## [What this task involves]
Find each line below that includes "dead", then copy it.

## [Listed entries]
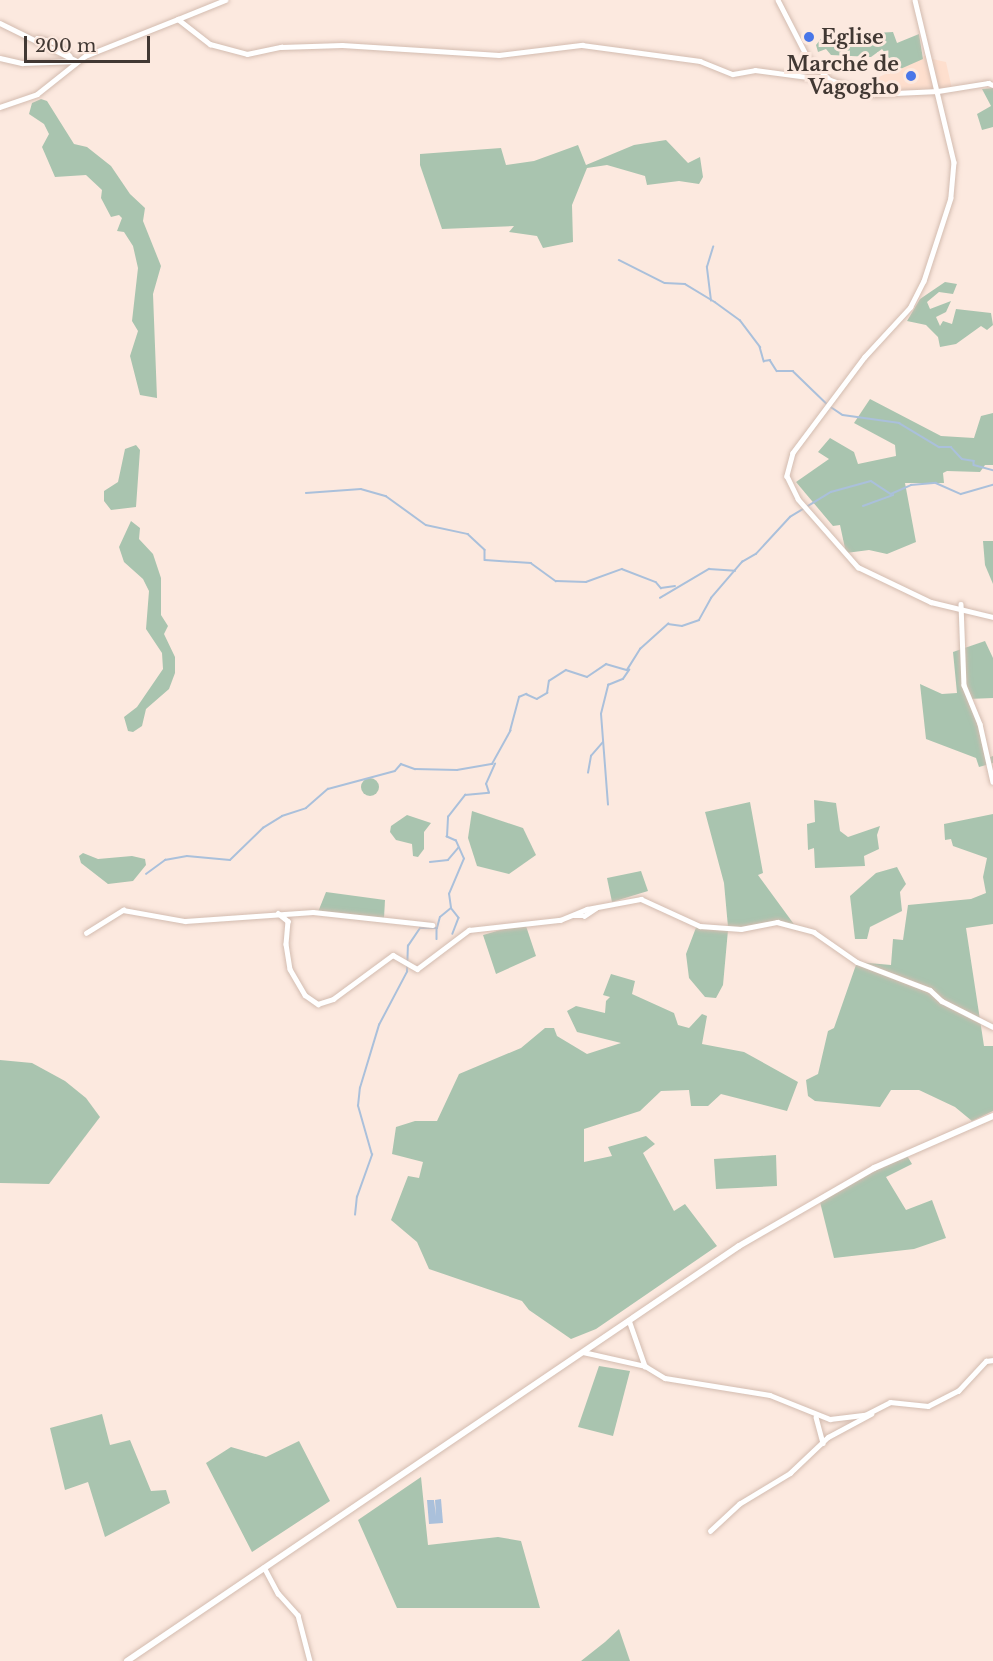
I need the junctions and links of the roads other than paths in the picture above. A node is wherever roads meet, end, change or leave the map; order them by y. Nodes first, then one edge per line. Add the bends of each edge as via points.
1 (225, 0) edge
2 (778, 0) edge
3 (915, 0) edge
4 (178, 19) junction
5 (0, 24) edge
6 (0, 58) edge
7 (75, 60) junction
8 (830, 80) junction
9 (993, 85) edge
10 (938, 91) junction
11 (0, 106) edge
12 (961, 604) dead end
13 (962, 611) junction
14 (993, 617) edge
15 (993, 782) edge
16 (278, 913) junction
17 (432, 925) dead end
18 (86, 933) dead end
19 (993, 1027) edge
20 (993, 1116) edge
21 (629, 1320) junction
22 (583, 1352) junction
23 (993, 1360) edge
24 (645, 1366) junction
25 (873, 1412) junction
26 (815, 1415) junction
27 (823, 1443) junction
28 (710, 1531) dead end
29 (264, 1568) junction
30 (127, 1661) edge
31 (310, 1661) edge

1 - 4 street
2 - 8 street via 808,57
3 - 10 street
4 - 7 street
4 - 8 street via 210,44 247,54 281,47 342,45 499,55 582,45 700,61 733,74 755,69
5 - 7 street
6 - 7 street via 22,63
7 - 11 street via 37,94
8 - 10 street via 874,94
9 - 10 street via 988,82
10 - 13 street via 954,178 918,295 903,319 868,352 789,461 787,476 798,499 858,567 931,602
12 - 13 street
13 - 14 street
13 - 15 street via 964,685 980,724
16 - 17 street via 313,912
16 - 18 street via 199,922 123,910
16 - 19 street via 288,921 290,969 305,994 318,1004 333,999 393,955 417,969 469,930 501,929 641,899 700,926 741,929 777,922 814,932 857,962 930,990 942,1001
20 - 21 main road via 874,1168 819,1198
21 - 22 main road
21 - 24 street
22 - 24 street
22 - 29 main road
23 - 25 street via 986,1361 958,1391 928,1406 890,1402
24 - 26 street via 665,1378 770,1395
25 - 26 street via 837,1418
25 - 27 street
26 - 27 street
27 - 28 street via 790,1473 739,1504
29 - 30 main road
29 - 31 street via 278,1593 298,1615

## [Exercise output]
12 (961, 604) dead end
17 (432, 925) dead end
18 (86, 933) dead end
28 (710, 1531) dead end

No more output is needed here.